(Extracted entries Opens)
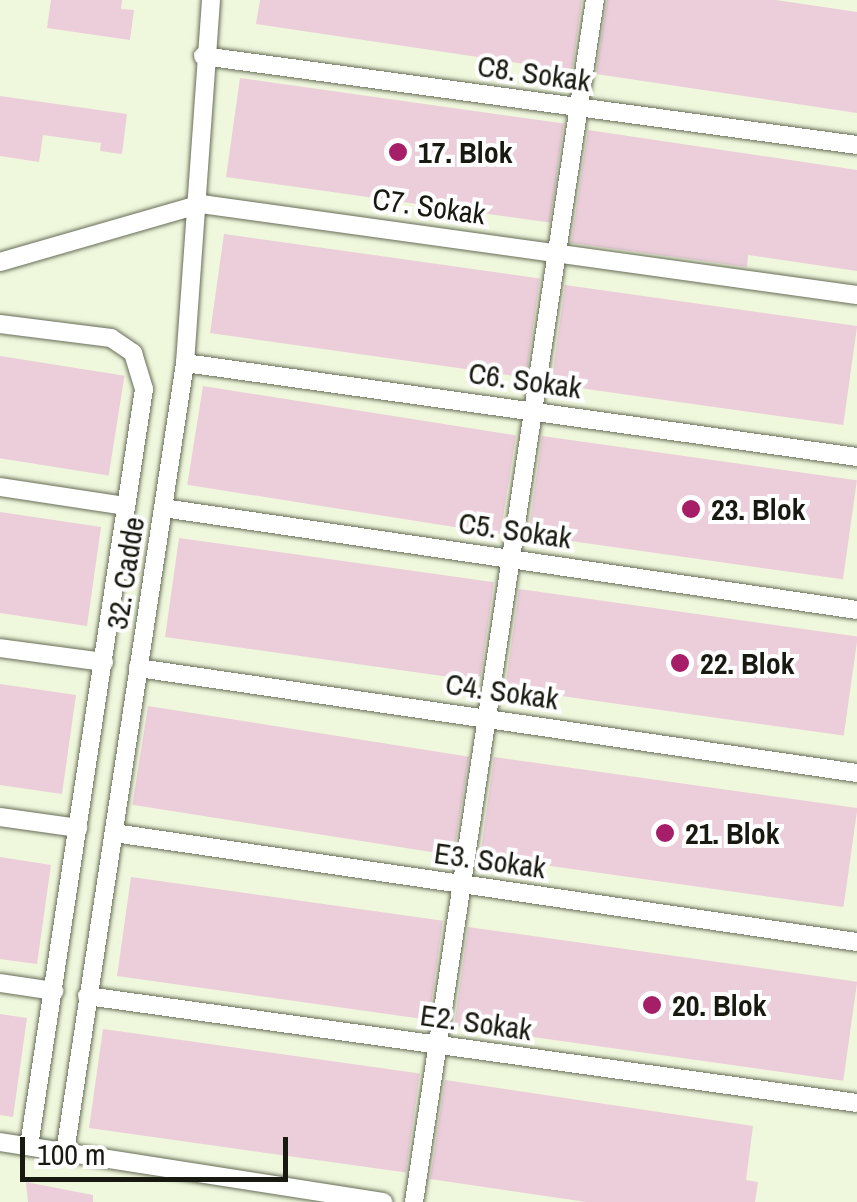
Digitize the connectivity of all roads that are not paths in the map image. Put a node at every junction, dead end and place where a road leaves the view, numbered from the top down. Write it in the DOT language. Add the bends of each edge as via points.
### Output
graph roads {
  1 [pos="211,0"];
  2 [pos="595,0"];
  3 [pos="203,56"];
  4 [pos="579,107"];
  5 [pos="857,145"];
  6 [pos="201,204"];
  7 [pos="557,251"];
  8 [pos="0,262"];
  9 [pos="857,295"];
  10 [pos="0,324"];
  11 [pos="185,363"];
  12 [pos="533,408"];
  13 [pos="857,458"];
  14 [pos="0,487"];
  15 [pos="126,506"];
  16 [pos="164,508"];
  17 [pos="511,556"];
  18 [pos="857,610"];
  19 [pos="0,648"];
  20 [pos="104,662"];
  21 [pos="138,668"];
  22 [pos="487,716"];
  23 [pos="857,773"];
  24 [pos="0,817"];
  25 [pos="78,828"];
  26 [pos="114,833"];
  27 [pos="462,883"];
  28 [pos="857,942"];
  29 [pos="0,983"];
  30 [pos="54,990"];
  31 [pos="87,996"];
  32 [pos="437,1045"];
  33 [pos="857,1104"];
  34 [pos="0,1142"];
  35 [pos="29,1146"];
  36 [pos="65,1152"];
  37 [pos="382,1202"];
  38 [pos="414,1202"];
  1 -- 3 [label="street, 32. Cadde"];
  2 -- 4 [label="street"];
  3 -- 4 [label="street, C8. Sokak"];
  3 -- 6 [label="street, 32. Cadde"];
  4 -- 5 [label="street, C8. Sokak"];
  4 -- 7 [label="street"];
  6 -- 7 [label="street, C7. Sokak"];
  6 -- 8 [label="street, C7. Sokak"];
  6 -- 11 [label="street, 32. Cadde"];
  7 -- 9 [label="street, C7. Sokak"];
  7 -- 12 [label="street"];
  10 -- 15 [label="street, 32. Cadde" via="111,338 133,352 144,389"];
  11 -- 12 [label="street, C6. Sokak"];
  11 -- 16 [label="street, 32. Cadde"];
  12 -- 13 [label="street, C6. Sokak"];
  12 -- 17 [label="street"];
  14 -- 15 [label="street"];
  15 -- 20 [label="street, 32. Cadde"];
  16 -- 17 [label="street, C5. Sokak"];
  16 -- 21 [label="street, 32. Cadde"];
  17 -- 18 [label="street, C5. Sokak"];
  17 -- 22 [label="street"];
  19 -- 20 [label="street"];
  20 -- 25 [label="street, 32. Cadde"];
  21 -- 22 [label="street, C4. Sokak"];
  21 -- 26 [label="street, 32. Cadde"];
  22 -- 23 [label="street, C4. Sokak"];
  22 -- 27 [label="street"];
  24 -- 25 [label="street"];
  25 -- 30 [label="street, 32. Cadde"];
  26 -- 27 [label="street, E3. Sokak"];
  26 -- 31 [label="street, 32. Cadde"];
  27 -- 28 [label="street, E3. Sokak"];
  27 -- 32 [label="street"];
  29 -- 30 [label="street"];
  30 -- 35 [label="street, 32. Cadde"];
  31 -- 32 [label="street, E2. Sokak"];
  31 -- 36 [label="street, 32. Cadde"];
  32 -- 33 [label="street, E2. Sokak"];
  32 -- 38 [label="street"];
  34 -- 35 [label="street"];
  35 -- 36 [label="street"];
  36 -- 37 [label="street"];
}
(Extracted entries Closes)
(Extracted entries Opens)
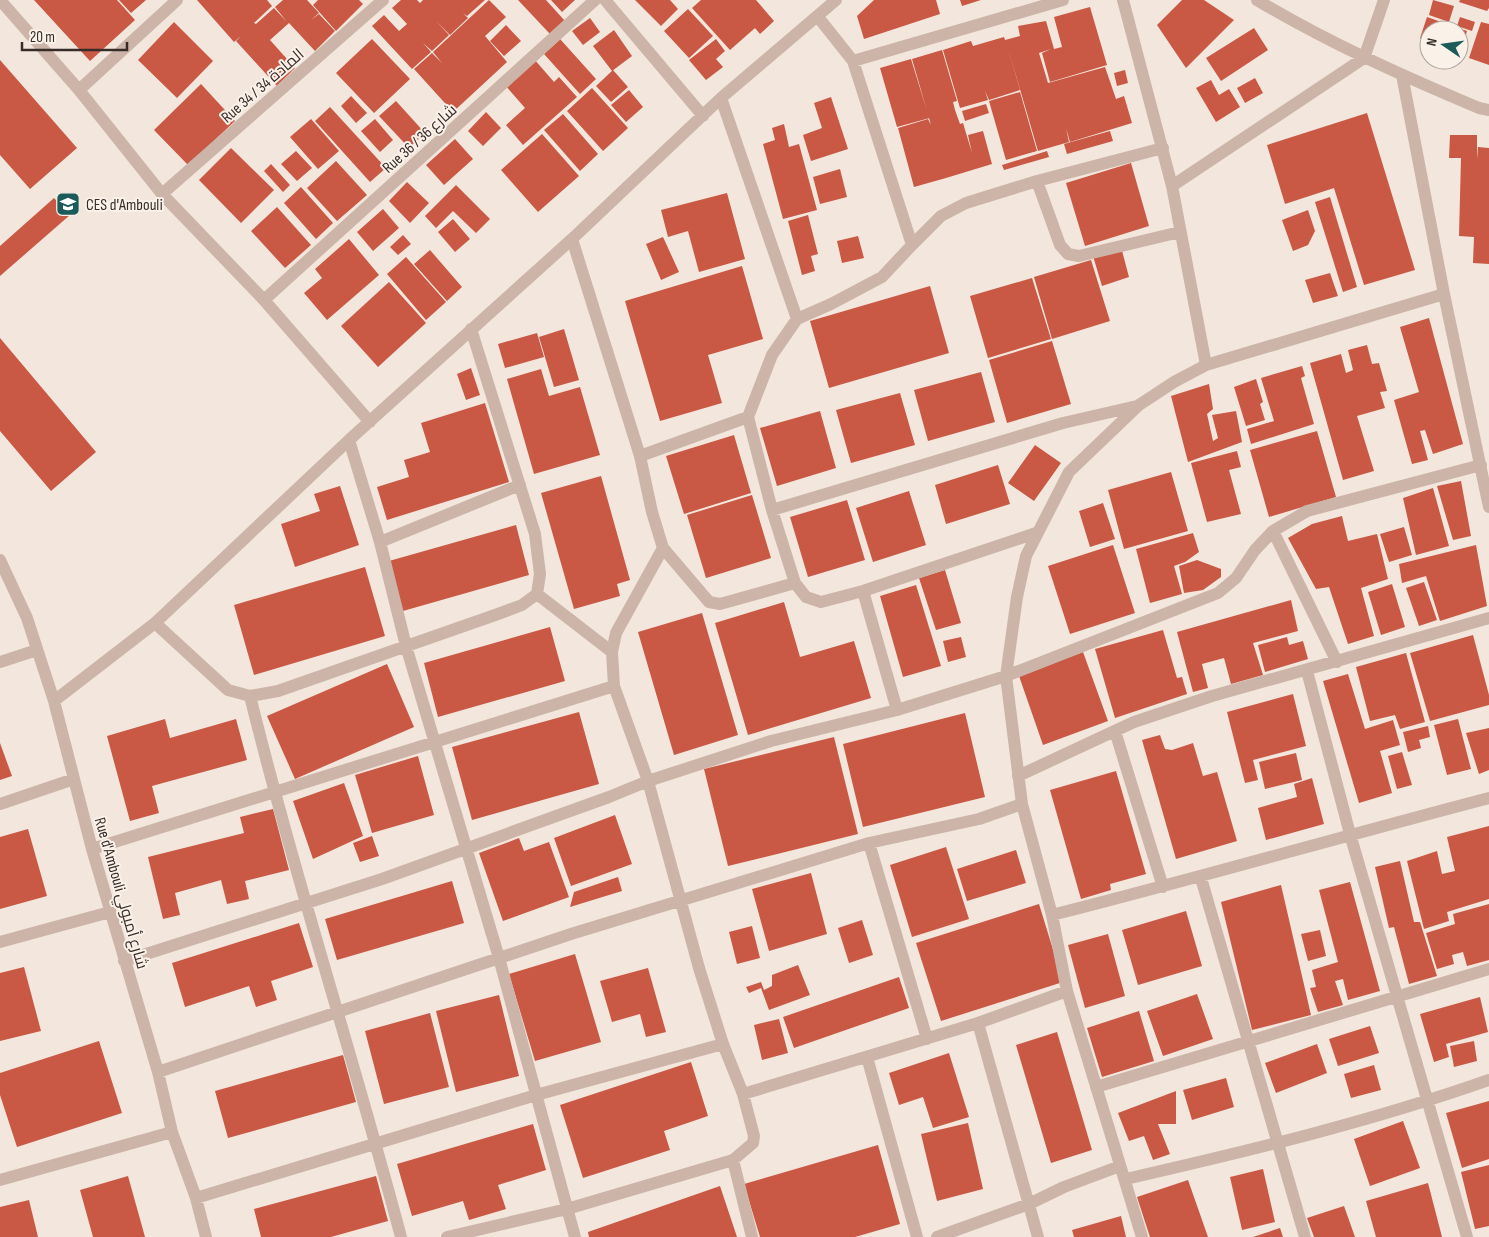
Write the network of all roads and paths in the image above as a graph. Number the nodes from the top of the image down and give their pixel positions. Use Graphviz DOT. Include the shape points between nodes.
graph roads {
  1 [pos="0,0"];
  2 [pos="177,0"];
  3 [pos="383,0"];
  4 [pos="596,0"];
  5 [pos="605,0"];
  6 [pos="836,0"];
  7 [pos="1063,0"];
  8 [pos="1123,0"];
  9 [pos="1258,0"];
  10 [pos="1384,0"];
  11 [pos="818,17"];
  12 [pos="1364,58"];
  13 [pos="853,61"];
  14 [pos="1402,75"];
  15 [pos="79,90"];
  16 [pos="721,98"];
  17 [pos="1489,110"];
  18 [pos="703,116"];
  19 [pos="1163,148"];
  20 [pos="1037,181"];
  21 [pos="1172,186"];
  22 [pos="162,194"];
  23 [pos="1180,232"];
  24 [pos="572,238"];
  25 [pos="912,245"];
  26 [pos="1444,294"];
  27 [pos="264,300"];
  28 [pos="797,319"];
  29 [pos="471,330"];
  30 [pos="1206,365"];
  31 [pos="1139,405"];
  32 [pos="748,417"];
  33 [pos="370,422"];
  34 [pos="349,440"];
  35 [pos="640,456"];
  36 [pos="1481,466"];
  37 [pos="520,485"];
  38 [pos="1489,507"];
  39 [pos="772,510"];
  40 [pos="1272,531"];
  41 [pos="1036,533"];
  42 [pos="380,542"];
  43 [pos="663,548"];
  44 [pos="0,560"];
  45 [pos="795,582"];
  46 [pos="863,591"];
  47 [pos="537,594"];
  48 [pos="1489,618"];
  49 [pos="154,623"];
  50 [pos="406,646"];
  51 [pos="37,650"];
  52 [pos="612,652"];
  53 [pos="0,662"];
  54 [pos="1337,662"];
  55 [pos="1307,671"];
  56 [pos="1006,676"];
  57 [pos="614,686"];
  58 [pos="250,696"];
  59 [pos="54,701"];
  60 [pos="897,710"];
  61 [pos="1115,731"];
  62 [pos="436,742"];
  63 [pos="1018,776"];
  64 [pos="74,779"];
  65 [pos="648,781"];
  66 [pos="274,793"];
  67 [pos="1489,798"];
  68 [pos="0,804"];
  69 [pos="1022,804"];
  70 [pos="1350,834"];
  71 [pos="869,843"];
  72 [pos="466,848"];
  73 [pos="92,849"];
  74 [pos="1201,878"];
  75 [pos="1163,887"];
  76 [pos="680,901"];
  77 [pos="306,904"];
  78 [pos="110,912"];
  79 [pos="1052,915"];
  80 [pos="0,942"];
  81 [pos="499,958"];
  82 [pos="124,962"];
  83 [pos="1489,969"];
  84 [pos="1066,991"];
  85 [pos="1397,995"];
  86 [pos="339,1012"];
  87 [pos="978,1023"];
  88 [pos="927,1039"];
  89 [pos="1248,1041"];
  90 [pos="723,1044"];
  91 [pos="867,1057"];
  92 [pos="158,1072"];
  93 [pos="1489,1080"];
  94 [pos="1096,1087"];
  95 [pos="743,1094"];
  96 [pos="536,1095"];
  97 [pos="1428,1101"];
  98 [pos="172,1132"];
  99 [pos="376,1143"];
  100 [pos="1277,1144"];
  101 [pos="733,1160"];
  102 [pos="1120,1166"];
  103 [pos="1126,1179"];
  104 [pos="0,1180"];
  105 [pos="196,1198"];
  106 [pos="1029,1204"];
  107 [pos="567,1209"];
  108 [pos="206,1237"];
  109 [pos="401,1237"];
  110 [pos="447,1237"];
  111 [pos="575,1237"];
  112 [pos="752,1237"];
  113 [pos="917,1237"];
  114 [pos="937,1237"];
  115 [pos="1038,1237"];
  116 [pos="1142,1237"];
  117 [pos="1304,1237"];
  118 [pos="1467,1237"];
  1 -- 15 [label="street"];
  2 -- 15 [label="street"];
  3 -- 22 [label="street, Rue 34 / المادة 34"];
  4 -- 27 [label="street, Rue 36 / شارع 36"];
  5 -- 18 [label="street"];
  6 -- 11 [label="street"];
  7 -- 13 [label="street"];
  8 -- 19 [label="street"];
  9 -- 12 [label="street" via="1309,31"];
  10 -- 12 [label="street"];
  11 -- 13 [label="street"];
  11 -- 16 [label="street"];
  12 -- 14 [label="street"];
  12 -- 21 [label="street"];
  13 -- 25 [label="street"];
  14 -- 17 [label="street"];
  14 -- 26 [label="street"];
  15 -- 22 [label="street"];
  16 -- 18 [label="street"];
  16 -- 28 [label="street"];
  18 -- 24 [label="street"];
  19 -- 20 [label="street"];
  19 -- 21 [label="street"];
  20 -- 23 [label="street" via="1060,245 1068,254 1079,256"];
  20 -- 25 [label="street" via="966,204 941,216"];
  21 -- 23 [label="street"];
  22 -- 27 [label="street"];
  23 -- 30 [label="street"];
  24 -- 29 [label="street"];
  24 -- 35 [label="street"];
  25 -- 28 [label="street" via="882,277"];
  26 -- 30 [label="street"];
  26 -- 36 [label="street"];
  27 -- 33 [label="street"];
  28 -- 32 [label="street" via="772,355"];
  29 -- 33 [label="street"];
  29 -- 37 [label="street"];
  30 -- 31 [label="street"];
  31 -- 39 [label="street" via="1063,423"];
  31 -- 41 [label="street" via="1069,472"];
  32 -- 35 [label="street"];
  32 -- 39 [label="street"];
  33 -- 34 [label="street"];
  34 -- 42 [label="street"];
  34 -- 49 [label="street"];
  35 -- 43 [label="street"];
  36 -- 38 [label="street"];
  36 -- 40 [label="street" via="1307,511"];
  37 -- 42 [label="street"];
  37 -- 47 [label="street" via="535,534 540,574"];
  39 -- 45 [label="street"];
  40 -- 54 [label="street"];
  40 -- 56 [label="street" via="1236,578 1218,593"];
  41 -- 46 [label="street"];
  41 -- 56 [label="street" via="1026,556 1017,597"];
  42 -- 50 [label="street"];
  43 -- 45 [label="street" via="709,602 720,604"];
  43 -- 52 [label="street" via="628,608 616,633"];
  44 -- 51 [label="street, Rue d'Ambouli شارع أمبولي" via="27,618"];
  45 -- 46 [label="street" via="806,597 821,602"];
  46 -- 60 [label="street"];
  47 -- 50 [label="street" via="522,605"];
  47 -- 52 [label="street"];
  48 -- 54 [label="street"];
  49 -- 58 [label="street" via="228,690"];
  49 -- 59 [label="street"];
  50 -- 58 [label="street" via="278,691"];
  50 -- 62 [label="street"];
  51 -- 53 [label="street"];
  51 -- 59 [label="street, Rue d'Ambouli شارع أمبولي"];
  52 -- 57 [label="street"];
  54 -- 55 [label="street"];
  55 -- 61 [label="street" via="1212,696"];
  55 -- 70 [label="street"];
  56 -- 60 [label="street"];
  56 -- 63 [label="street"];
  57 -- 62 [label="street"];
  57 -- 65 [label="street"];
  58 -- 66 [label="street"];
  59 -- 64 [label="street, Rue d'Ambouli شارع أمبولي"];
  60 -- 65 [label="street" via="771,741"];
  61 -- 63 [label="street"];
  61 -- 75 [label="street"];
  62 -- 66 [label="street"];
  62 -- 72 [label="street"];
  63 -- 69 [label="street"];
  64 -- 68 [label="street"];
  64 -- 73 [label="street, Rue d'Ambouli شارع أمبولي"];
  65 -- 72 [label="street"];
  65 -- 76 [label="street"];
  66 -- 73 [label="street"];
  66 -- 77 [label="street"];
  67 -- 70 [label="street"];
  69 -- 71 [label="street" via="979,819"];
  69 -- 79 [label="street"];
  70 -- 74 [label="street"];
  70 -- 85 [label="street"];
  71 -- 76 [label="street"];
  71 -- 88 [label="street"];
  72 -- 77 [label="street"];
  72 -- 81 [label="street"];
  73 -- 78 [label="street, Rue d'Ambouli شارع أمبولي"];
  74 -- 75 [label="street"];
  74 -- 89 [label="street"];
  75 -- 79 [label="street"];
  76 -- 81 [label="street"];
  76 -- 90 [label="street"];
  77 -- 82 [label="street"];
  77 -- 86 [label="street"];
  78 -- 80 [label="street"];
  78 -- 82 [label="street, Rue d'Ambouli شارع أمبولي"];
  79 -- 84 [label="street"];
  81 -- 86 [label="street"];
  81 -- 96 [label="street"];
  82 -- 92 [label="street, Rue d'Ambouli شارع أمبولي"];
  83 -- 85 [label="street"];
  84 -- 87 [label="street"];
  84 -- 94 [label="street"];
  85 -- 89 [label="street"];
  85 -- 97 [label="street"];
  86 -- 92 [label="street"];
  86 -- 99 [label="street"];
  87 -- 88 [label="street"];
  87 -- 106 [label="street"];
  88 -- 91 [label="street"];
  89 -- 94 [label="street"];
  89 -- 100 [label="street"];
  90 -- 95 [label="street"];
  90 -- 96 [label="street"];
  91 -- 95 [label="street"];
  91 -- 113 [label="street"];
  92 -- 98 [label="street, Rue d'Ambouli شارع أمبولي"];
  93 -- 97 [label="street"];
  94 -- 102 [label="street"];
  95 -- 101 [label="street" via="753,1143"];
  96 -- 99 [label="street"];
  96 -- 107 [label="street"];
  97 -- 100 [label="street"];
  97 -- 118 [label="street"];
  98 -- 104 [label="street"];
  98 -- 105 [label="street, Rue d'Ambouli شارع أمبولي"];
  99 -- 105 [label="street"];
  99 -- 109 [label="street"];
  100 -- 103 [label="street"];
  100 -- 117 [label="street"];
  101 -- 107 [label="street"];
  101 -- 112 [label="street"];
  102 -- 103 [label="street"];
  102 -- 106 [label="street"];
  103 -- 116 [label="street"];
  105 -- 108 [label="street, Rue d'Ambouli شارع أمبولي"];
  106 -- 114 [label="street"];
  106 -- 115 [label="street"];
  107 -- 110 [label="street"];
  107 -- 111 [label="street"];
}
(Extracted entries Closes)
**About this exercise:** Would you copy all lines in the records where the string "شارع" appears?

**Answer to this exercise:**
  4 -- 27 [label="street, Rue 36 / شارع 36"];
  44 -- 51 [label="street, Rue d'Ambouli شارع أمبولي" via="27,618"];
  51 -- 59 [label="street, Rue d'Ambouli شارع أمبولي"];
  59 -- 64 [label="street, Rue d'Ambouli شارع أمبولي"];
  64 -- 73 [label="street, Rue d'Ambouli شارع أمبولي"];
  73 -- 78 [label="street, Rue d'Ambouli شارع أمبولي"];
  78 -- 82 [label="street, Rue d'Ambouli شارع أمبولي"];
  82 -- 92 [label="street, Rue d'Ambouli شارع أمبولي"];
  92 -- 98 [label="street, Rue d'Ambouli شارع أمبولي"];
  98 -- 105 [label="street, Rue d'Ambouli شارع أمبولي"];
  105 -- 108 [label="street, Rue d'Ambouli شارع أمبولي"];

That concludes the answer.